---- RECORDS
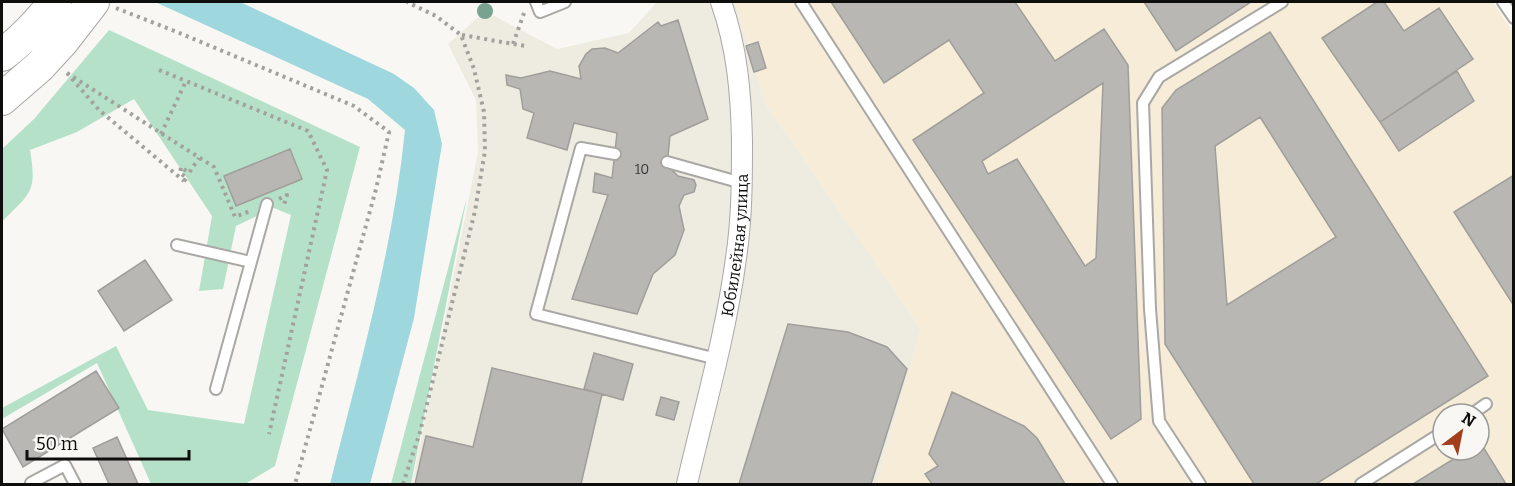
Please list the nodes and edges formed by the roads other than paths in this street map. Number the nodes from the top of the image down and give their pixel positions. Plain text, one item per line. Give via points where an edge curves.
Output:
1 (55, 2) edge
2 (536, 2) edge
3 (565, 2) edge
4 (721, 2) edge
5 (801, 2) edge
6 (1282, 2) edge
7 (1503, 2) edge
8 (103, 4) edge
9 (1514, 18) edge
10 (2, 55) edge
11 (2, 99) edge
12 (615, 154) dead end
13 (667, 162) dead end
14 (742, 183) junction
15 (267, 204) road end
16 (177, 245) dead end
17 (251, 262) junction
18 (717, 359) junction
19 (216, 389) dead end
20 (1431, 440) edge
21 (31, 483) edge
22 (75, 484) edge
23 (687, 484) edge
24 (1112, 484) edge
25 (1200, 484) edge
26 (1361, 484) edge

1 - 10 main road
2 - 3 lane via 540,12
4 - 14 street, Юбилейная улица via 738,67
5 - 24 lane
6 - 25 lane via 1159,77 1143,103 1150,309 1159,421
7 - 9 lane
8 - 11 main road
12 - 18 lane via 581,148 536,314
13 - 14 lane
14 - 18 street, Юбилейная улица via 736,258
15 - 17 lane
16 - 17 lane
17 - 19 lane
18 - 23 street, Юбилейная улица
20 - 26 lane
21 - 22 lane via 64,465

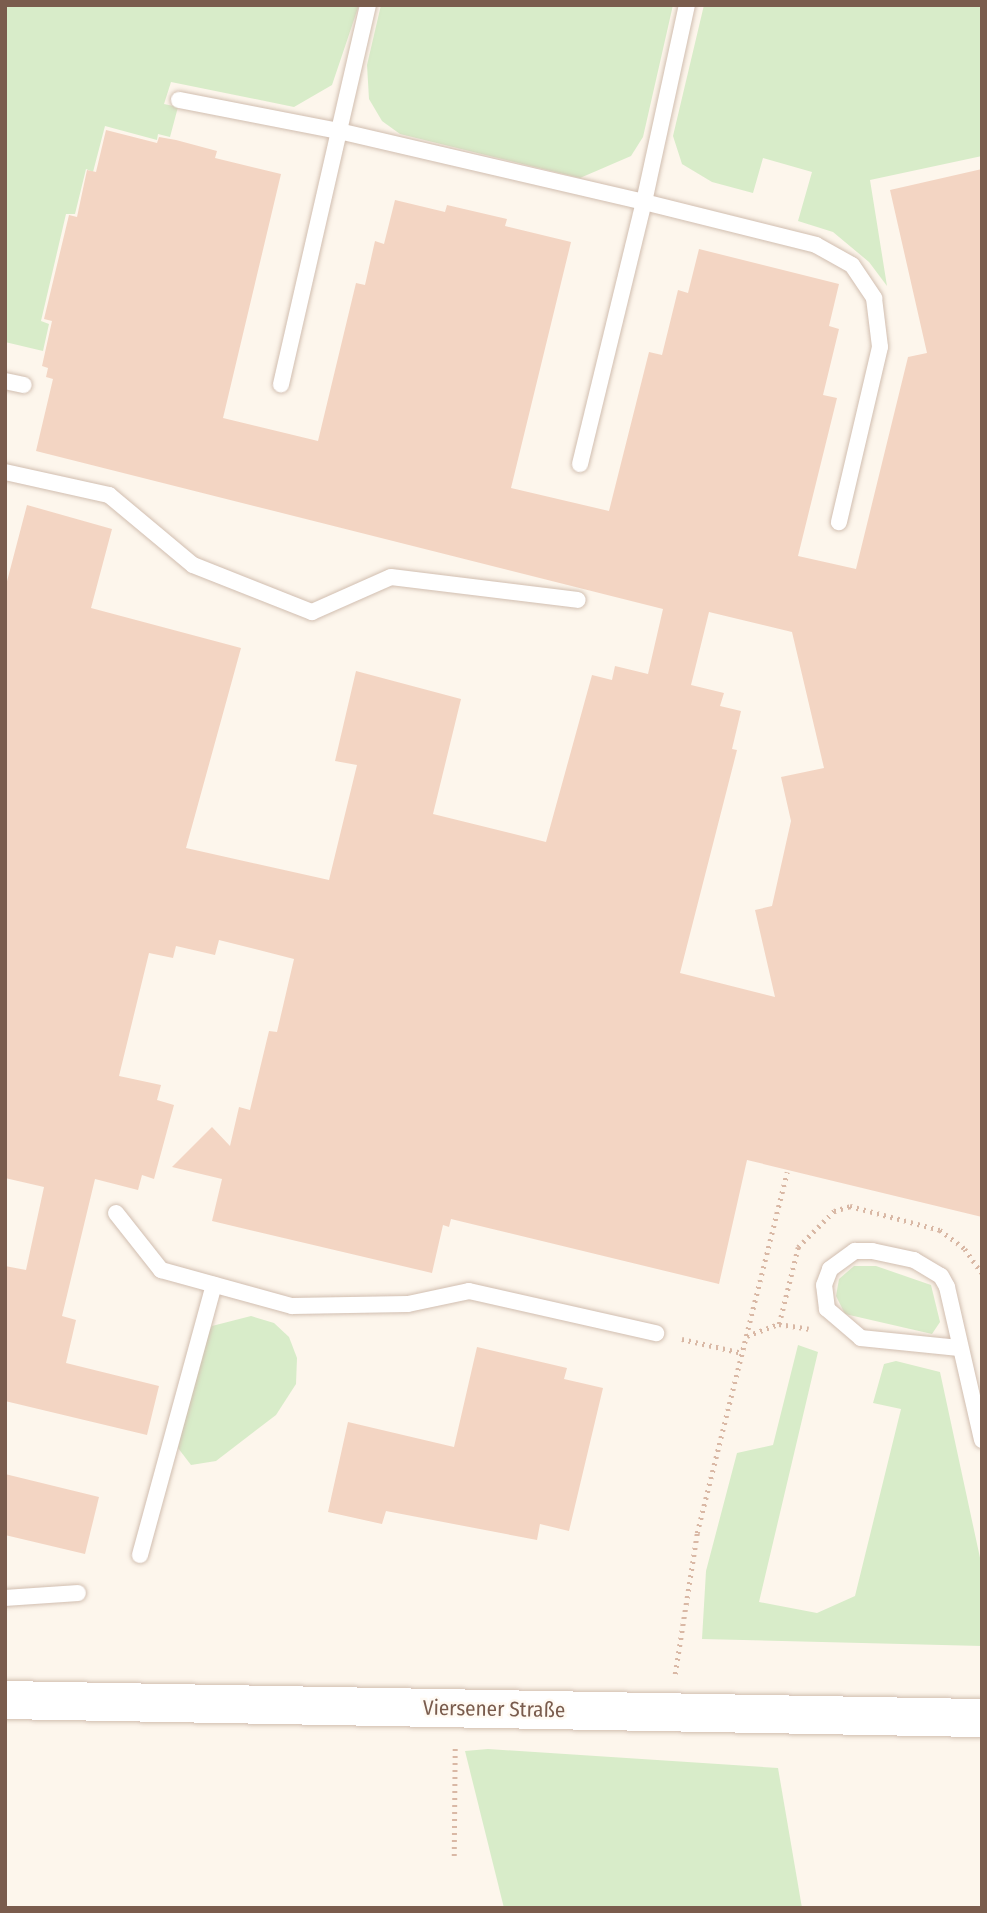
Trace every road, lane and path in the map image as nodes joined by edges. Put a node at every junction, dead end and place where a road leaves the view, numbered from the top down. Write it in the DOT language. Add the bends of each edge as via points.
graph roads {
  1 [pos="368,5"];
  2 [pos="687,5"];
  3 [pos="179,100"];
  4 [pos="339,131"];
  5 [pos="643,202"];
  6 [pos="5,381"];
  7 [pos="281,384"];
  8 [pos="24,385"];
  9 [pos="580,464"];
  10 [pos="5,472"];
  11 [pos="839,522"];
  12 [pos="578,600"];
  13 [pos="787,1172"];
  14 [pos="116,1213"];
  15 [pos="214,1285"];
  16 [pos="656,1333"];
  17 [pos="747,1336"];
  18 [pos="861,1338"];
  19 [pos="959,1348"];
  20 [pos="742,1353"];
  21 [pos="982,1440"];
  22 [pos="140,1555"];
  23 [pos="78,1593"];
  24 [pos="5,1598"];
  25 [pos="5,1700"];
  26 [pos="435,1708"];
  27 [pos="672,1712"];
  28 [pos="982,1718"];
  29 [pos="454,1856"];
  1 -- 4 [label="lane"];
  2 -- 5 [label="lane"];
  3 -- 4 [label="lane"];
  4 -- 5 [label="lane"];
  4 -- 7 [label="lane"];
  5 -- 9 [label="lane"];
  5 -- 11 [label="lane" via="816,246 852,265 874,298 880,347"];
  6 -- 8 [label="lane"];
  10 -- 12 [label="lane" via="109,495 193,565 312,612 391,577"];
  13 -- 17 [label="path"];
  14 -- 15 [label="lane" via="161,1270"];
  15 -- 16 [label="lane" via="292,1306 408,1304 470,1291"];
  15 -- 22 [label="lane"];
  16 -- 20 [label="path"];
  17 -- 18 [label="path" via="779,1324"];
  17 -- 20 [label="path"];
  18 -- 19 [label="lane"];
  18 -- 19 [label="lane" via="831,1315 824,1285 841,1258 872,1251 914,1259 941,1276"];
  19 -- 21 [label="lane"];
  20 -- 27 [label="path" via="696,1533"];
  23 -- 24 [label="lane"];
  25 -- 26 [label="main road, Viersener Straße"];
  26 -- 27 [label="main road, Viersener Straße"];
  26 -- 29 [label="path" via="455,1734"];
  27 -- 28 [label="main road, Viersener Straße"];
}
--------
**PROBLEM TO WORK ON:** Only the lines containing the string "edges" are needed; pull them out of the records.

**EXERCISE RESULT:**
Please list the nodes and edges formed by the roads other than paths in this street map. Number the nodes from the top of the image down and give their pixel positions. Plain text, one item per line. Give via points where an edge curves.
Trace every road, lane and path in the map image as nodes joined by edges. Put a node at every junction, dead end and place where a road leaves the view, numbered from the top down. Write it in the DOT language. Add the bends of each edge as via points.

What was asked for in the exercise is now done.